But I digress. The Flake called again and it went straight to  VM because he is still blocked. He just wanted to apologize.  And I’m thankful for the apology. It eases my resentment.

But my asshole best friend. We may only talk on the phone once or twice  a year but that’s partly becsuse I hate talking on the phone and he traps me for hours. Last night, it was 4.5 until my phone died. By then he was drunk, rambling and repeating himself. Telling me he attempted suicide again on his birthday and, unsurprised and a bit less sympathetic than I had intended, I advised him to take a tip from me: take birthday weeks off, run far far away and go check something off the bucket list. He also lost his recent radio gig in a blaze of dramatic glory. Frankly, I’m surprised he lasted as long as he did. On the upside, He started writing short screenplays again. One is nearly finished and he bounced a few other ideas off me. One is based on us. A key scene being a memory that he holds dear (and I was too drunk to recall): at a concert, he says something to upset me, of course, I lash back and he apologizes. I sit next to him and lay my head in his lap (I do not remember any of this, by the way. I can’t even recall what concert we were at). He’s stroking my hair, thinking about how much he loves me and wonders if he should kiss me. But he doesn’t and instead, puts me in a cab and sends me home, like I requested.  And that’s the scene that haunts him, he should have kissed me, he insists. I’m on the other end of the conversation, shaking my head amd flapping my arms like my brother in an autistic fit thinking “Nononono!!!” But my voice is calm as I say “Well, thank you for not taking advantage of me when I was drunk. If you had, we may not still be friends”, he replies “Of course we would. And we’d be married with kids” I cringe and flap again, “You know,” I try to joke, “its okay if Harry and Sally never hook up” but he isn’t listening. He’s again describing this kiss that could have altered the course of our futures, that will be the alternate reality played out on video. And  I hear my mother’s voice “See? I told you men and women can’t be friends”

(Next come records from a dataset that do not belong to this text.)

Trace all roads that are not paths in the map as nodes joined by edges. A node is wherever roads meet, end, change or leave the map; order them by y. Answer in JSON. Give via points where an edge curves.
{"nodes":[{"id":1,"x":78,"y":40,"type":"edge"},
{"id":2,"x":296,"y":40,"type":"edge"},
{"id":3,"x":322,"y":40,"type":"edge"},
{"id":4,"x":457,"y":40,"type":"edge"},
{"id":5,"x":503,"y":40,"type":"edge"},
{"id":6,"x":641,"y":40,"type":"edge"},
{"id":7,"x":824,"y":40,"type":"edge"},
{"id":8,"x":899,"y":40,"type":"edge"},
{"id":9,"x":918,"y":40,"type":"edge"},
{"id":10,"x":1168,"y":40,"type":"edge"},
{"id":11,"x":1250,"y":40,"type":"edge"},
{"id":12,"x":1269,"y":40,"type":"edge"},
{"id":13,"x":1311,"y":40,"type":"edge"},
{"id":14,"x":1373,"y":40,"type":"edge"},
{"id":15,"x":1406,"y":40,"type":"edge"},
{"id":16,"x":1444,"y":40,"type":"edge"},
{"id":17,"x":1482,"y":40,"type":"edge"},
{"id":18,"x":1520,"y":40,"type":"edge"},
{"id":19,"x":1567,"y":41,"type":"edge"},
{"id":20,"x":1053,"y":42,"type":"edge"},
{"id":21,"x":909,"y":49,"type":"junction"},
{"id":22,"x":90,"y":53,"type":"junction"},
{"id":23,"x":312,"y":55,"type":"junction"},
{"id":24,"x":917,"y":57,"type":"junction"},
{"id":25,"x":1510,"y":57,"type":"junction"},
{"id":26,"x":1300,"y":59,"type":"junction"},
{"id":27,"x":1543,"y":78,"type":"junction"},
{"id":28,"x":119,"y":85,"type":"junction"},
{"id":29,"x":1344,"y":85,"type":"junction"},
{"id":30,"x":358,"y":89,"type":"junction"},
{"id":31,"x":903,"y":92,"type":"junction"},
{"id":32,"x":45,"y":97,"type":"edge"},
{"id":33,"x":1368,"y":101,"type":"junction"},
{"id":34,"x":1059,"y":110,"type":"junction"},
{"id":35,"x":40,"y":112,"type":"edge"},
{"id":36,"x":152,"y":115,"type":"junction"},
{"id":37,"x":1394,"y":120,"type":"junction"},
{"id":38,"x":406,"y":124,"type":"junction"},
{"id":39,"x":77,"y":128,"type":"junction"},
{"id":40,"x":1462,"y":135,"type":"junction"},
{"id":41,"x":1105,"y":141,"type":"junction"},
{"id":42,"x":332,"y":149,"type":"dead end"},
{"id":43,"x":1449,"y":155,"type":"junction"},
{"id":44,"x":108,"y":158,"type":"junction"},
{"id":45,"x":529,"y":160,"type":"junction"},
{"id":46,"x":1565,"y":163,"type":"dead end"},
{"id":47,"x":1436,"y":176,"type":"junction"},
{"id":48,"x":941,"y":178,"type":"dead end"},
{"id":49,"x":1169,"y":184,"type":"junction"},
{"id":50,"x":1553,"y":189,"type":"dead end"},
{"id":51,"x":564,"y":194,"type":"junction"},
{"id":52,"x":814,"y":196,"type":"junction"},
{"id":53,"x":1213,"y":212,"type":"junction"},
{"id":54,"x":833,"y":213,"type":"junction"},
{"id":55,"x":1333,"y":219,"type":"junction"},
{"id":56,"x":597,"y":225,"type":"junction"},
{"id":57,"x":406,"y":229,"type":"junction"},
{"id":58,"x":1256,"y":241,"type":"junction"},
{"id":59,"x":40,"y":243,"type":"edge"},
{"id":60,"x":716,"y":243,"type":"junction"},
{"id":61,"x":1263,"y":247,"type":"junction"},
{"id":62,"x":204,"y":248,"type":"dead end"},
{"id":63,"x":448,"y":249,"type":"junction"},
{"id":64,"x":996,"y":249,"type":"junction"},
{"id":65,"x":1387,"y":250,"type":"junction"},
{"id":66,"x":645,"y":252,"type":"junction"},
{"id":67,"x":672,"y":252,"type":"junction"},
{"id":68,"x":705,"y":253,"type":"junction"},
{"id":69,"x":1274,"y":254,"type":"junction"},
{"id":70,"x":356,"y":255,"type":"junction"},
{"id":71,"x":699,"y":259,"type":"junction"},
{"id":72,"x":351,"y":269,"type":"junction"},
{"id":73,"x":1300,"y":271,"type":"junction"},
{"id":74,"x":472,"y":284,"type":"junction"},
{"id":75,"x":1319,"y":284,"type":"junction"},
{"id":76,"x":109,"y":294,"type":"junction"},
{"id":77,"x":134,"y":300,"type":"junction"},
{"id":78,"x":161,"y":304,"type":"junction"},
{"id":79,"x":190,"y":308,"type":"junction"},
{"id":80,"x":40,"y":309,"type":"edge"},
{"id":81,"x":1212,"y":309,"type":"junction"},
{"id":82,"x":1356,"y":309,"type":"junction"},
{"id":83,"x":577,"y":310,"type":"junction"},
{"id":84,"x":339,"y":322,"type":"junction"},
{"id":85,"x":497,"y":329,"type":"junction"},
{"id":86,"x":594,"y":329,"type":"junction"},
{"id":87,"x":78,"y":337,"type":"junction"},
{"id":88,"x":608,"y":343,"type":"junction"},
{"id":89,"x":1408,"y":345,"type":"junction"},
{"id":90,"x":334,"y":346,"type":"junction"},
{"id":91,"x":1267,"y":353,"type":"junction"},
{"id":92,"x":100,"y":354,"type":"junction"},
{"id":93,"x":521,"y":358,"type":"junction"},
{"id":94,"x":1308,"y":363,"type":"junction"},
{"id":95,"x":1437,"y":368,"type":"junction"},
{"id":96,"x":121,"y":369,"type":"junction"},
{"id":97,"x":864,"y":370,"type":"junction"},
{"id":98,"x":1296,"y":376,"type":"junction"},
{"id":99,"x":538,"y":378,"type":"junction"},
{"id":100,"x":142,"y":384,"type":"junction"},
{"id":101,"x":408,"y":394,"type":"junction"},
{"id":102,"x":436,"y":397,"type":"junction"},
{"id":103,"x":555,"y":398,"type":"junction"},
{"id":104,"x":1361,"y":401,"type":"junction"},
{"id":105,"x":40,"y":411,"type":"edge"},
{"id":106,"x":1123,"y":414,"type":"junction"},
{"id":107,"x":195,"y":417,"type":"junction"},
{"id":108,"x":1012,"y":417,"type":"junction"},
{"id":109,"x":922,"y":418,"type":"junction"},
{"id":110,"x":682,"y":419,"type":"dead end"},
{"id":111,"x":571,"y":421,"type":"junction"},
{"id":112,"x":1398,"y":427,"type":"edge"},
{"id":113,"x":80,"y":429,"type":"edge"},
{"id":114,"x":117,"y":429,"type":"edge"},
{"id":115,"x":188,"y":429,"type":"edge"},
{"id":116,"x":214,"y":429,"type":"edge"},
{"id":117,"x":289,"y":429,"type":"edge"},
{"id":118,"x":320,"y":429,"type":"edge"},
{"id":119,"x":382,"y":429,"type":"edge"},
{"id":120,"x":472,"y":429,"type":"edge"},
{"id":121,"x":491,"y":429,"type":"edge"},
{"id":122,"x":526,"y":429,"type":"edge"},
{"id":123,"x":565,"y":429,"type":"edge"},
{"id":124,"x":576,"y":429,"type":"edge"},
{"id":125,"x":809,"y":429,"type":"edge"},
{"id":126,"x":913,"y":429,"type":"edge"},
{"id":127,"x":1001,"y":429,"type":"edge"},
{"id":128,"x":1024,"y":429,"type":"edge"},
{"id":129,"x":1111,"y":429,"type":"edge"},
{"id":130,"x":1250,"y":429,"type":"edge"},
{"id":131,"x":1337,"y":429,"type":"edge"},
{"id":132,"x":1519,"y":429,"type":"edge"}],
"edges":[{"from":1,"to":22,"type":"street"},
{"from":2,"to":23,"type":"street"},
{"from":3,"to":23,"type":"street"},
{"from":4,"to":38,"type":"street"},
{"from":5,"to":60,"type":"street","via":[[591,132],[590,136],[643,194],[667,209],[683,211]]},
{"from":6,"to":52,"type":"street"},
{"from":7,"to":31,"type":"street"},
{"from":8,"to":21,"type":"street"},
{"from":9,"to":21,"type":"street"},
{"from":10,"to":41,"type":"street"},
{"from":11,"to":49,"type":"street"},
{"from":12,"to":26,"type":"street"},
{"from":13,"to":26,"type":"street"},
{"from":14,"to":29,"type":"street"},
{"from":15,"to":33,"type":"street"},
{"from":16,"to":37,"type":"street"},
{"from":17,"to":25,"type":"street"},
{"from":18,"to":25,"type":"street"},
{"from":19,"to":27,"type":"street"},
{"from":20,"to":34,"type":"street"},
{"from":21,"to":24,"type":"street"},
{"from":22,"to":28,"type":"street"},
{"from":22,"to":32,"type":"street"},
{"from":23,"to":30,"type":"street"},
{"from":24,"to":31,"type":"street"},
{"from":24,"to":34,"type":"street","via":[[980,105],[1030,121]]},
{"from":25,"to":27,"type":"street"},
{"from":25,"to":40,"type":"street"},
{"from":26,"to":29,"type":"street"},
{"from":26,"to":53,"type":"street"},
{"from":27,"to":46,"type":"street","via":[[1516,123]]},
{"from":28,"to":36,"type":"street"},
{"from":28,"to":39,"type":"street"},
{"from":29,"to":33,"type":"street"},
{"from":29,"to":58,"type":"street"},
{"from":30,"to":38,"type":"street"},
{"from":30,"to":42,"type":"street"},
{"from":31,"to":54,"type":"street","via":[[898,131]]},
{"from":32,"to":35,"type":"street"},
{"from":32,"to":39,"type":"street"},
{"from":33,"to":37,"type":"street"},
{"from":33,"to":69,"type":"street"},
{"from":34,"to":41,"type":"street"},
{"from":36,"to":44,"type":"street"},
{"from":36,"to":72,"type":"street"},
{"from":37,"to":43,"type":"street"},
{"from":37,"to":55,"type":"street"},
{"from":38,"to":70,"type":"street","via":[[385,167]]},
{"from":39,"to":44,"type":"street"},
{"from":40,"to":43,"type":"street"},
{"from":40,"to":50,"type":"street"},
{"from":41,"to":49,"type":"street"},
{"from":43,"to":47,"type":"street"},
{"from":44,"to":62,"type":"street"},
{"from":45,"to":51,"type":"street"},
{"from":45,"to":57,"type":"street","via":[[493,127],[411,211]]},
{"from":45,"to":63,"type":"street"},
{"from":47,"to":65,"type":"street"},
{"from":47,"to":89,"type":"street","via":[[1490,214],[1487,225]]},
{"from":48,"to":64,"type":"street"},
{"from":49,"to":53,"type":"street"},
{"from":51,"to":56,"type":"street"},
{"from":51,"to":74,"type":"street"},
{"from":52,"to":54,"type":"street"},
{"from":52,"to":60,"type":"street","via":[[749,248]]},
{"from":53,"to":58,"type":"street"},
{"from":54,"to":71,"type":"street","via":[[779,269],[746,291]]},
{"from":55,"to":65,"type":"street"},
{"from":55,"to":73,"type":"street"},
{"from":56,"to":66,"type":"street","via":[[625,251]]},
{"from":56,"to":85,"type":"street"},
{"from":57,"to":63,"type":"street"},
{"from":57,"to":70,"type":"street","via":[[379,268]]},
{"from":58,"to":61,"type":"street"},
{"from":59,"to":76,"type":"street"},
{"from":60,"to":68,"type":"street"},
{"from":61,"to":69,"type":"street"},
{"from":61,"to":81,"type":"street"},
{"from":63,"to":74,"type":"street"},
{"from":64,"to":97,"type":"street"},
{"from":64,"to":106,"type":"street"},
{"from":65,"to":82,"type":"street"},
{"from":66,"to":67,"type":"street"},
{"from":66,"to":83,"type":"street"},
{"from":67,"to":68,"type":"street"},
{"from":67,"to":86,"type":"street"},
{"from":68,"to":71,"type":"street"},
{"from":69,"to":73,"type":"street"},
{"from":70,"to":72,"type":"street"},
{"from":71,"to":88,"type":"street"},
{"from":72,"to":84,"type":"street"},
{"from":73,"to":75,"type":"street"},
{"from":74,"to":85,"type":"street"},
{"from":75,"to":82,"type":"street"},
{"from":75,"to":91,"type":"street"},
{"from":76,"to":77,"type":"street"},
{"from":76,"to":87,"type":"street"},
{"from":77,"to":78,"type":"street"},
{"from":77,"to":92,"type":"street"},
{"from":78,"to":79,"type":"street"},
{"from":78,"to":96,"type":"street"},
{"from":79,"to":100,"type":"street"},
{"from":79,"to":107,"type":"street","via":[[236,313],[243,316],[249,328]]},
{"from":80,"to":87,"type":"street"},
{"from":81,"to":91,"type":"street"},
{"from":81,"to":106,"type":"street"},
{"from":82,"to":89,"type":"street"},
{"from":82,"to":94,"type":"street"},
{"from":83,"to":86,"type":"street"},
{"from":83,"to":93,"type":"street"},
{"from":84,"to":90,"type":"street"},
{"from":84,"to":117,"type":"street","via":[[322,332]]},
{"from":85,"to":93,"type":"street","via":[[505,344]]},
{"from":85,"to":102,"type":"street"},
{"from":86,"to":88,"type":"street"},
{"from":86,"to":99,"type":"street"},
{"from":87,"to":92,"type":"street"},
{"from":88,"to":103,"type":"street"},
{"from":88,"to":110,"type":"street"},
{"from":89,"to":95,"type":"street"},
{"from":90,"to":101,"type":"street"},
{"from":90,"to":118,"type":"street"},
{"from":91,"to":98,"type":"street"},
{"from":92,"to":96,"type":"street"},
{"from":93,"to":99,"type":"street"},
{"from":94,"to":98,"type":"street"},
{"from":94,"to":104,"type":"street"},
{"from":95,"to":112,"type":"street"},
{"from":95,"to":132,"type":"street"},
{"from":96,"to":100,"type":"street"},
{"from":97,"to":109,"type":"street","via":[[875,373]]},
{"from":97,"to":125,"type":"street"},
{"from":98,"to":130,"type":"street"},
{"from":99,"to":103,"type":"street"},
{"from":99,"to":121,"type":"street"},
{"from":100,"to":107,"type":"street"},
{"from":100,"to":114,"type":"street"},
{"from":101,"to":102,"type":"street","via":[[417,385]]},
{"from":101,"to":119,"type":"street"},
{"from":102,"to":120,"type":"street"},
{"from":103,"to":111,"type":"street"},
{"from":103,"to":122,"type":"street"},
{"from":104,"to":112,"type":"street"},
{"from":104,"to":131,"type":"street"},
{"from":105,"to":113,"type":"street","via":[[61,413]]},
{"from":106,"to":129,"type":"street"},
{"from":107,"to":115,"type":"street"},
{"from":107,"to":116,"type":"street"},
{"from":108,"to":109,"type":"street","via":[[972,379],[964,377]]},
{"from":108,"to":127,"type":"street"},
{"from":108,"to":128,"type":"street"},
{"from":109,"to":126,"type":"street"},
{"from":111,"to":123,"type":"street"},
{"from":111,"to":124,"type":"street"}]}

“You know the sun is gonna shine in my back door some day” Aretha Franklin

Went to a West Coast meets country dance. Country in one room, West Coast swing in the other. Truly, I went for the country room to brush up on my 2 Step which is horrendous. Don’t use it for 20 years, you definitely lose it. Well, at least I did. The leads had to “insist” rather than “suggest”. By 11:30pm all that was left were the Regional West Coast Pros. I guess everyone else didn’t feel like dancing around them so they left. I hung around a little longer watching but frankly, I was not feeling the music or the dancing. It was like spoonful after spoonful of icing with little cake. All styling and tricks and no Foundation.

My friend “S”, the one I have Frank conversations with on a near-daily basis. I met him in the Army. He’s one of the reasons why I say joining the Army was not a mistake no matter how much I joke about it. When he was telling me about his latest would-be romantic encounter and the reason he’s going to die alone, I reminded him that we should at the very least, make sure we end up in the same nursing home together. Provided we both live to a ripe old age which as a matter aside I never intended on. But just in case I do we should be roommates. “I’m a quiet masturbator. Hell, I’ll even let you have the top bunk” (John Lyshitski). Let’s Go to Prison, one of the best, underrated comedies since John Candy took funny to the grave with him. Although between Deadpool and Just Friends, I have found renewed comedic hope in Ryan Reynolds.
I finished a law assignment in the 11th hour and felt pretty good about it. This instructor (retired military JAG and current federal judge) is engaged and I respect him, which motivates me to make an effort to give him something worth reading (looking at, listening to). I want to give as good as I get. I’m celebrating with homemade pizza with a cauliflower crust (in hind-taste, I do NOT recommend it), some wine (okay, a vat of wine), Rain, Candlelight, and Aretha Franklin. I was feeling so good (and a little tipsy) that I flipped my phone the bird rather than answer it when my The Flake called.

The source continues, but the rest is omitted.